WHAT IS EXPECTED: Please report, as a single number, how many lines in the entries include the string "nodes".

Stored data
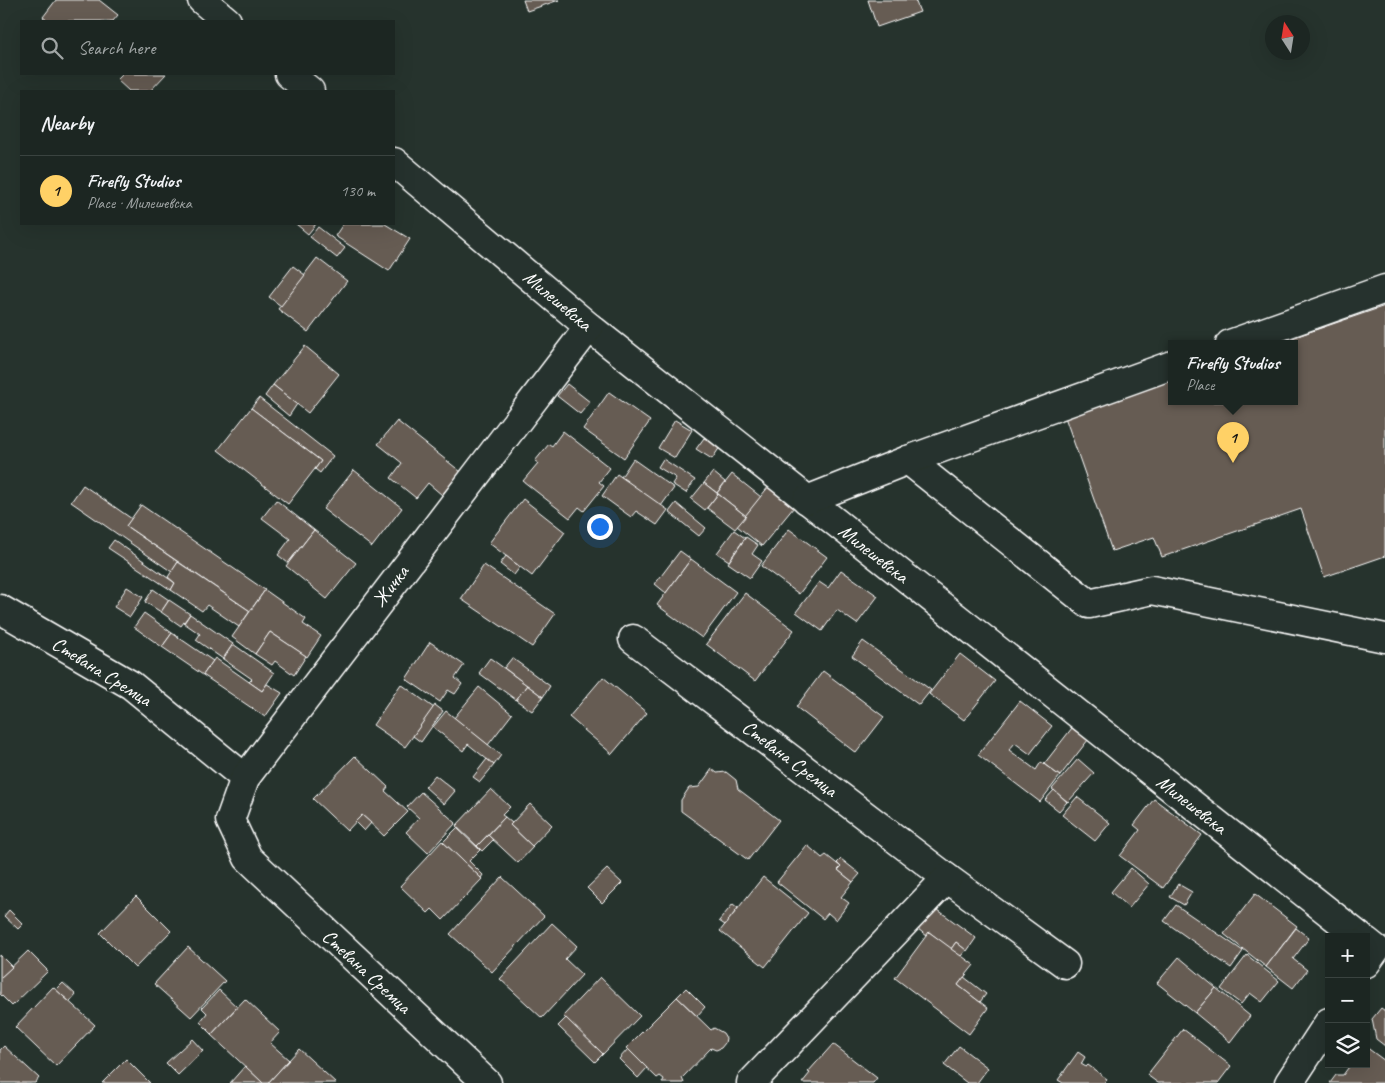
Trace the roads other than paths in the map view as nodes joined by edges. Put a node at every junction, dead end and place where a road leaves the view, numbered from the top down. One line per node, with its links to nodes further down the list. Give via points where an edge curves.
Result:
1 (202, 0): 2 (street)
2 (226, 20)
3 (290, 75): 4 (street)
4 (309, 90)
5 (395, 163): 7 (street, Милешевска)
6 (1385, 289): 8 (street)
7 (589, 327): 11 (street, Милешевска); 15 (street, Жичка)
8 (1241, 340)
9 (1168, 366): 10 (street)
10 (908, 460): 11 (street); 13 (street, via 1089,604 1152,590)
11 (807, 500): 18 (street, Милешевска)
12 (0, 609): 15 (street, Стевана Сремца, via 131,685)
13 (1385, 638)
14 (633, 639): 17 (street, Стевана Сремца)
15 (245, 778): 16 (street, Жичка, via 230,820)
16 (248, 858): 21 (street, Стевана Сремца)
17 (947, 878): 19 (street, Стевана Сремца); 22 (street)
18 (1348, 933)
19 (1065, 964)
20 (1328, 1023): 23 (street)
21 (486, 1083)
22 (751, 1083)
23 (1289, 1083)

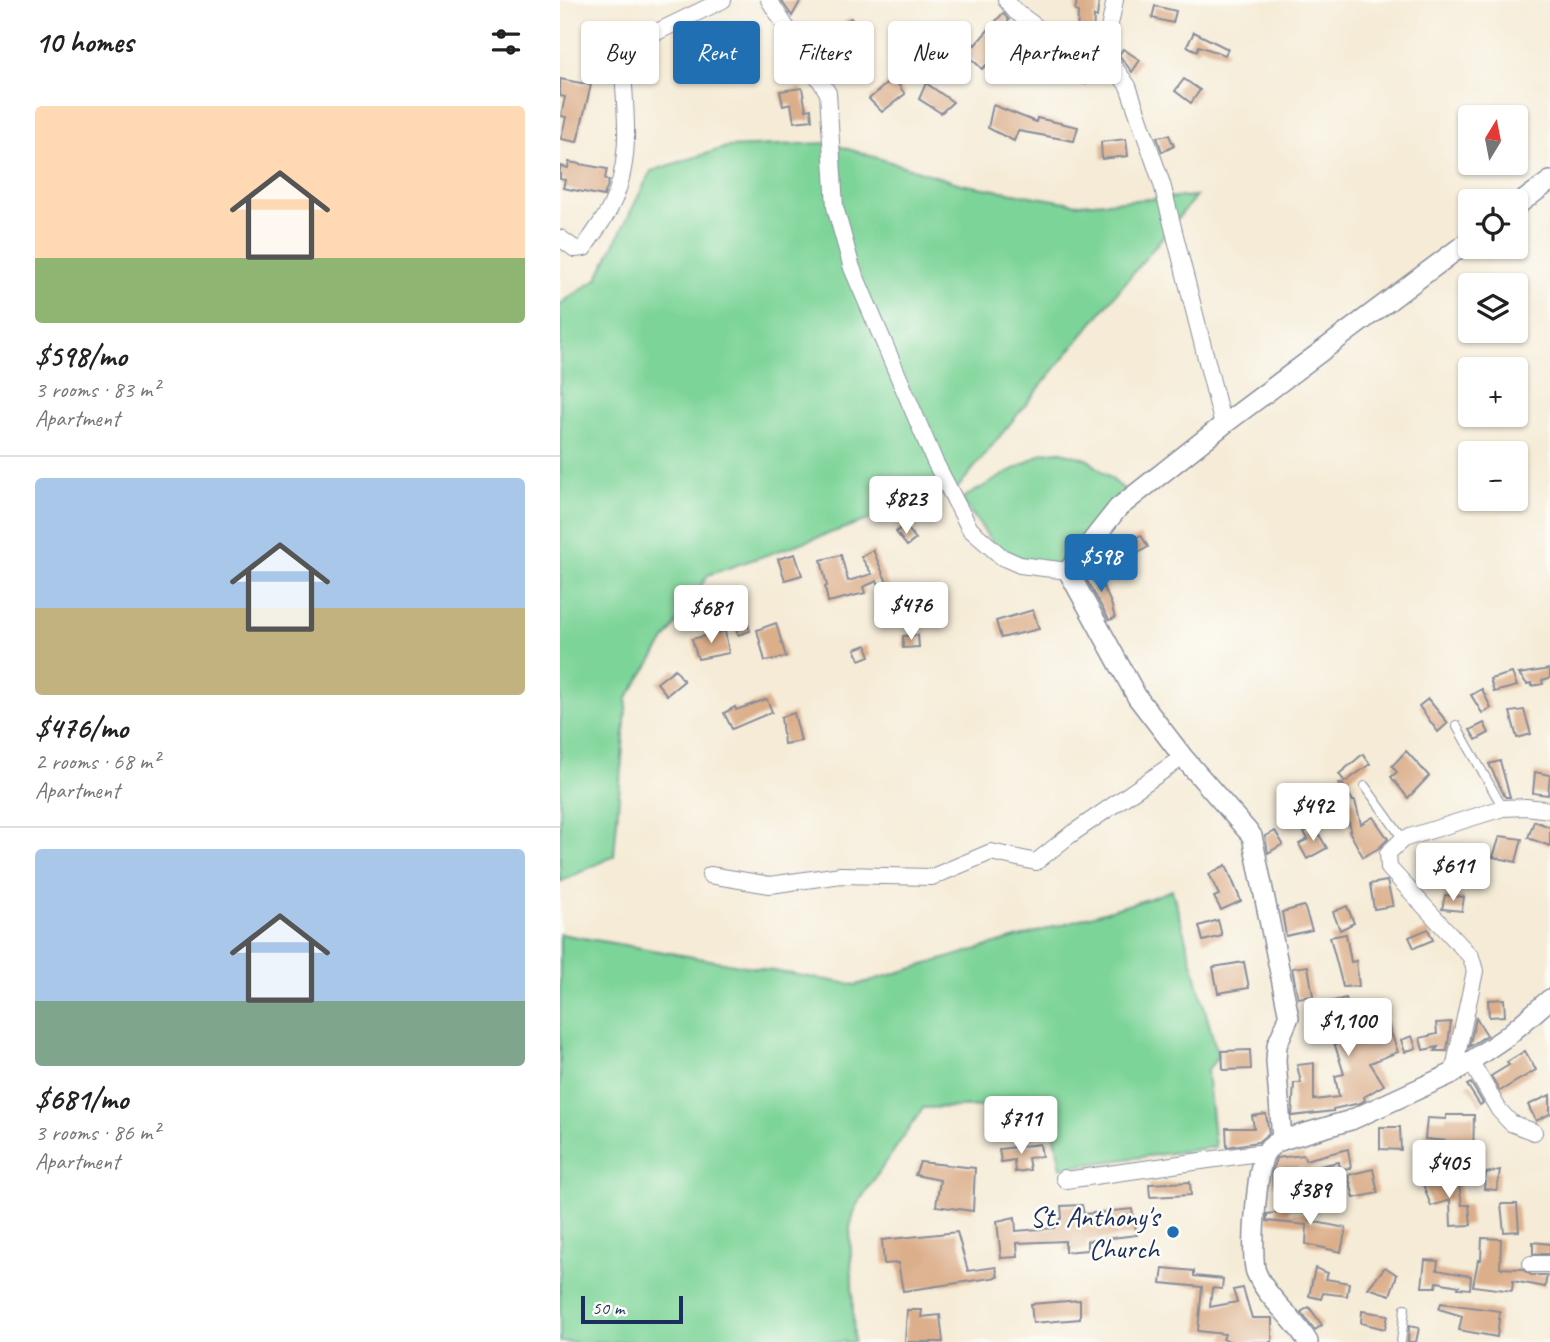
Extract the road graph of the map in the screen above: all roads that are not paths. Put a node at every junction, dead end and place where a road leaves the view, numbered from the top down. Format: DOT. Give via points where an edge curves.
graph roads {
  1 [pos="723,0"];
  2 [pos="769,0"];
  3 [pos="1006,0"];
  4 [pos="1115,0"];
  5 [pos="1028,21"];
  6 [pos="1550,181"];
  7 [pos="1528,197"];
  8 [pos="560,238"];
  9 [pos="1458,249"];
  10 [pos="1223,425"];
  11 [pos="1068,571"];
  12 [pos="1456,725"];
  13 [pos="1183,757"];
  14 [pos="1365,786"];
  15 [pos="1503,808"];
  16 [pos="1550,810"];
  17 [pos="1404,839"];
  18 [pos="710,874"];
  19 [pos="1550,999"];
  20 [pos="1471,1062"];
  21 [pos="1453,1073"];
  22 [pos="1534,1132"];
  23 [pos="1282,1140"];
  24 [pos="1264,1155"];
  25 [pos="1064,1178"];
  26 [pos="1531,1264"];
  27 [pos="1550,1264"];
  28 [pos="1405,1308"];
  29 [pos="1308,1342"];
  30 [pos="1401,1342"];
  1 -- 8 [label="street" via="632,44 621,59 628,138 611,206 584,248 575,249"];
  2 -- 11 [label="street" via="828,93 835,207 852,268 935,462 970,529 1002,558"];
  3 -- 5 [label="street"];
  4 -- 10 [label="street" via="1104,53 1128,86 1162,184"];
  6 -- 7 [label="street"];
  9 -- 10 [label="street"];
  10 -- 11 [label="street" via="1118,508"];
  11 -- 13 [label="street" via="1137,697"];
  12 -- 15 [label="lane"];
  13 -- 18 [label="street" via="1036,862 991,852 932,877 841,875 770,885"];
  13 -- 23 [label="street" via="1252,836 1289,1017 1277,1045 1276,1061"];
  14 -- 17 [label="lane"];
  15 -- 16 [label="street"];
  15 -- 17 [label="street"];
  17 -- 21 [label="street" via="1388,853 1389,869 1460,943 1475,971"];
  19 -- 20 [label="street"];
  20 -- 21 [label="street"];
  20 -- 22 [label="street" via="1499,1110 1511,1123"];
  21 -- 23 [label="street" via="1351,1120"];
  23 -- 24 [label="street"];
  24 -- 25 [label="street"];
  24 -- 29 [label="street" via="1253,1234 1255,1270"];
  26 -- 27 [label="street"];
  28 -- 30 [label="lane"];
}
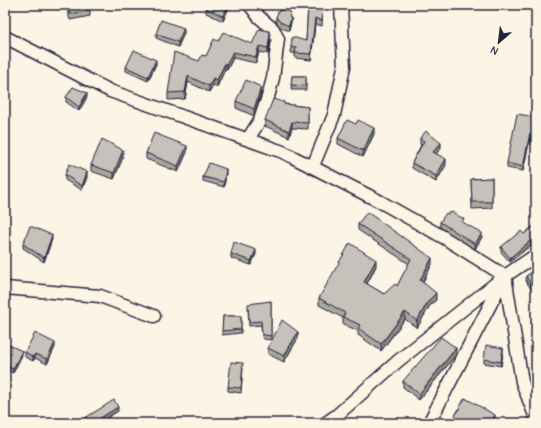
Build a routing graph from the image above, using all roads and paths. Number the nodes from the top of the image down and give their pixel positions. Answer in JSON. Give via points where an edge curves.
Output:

SOLUTION TO THIS PROBLEM: 2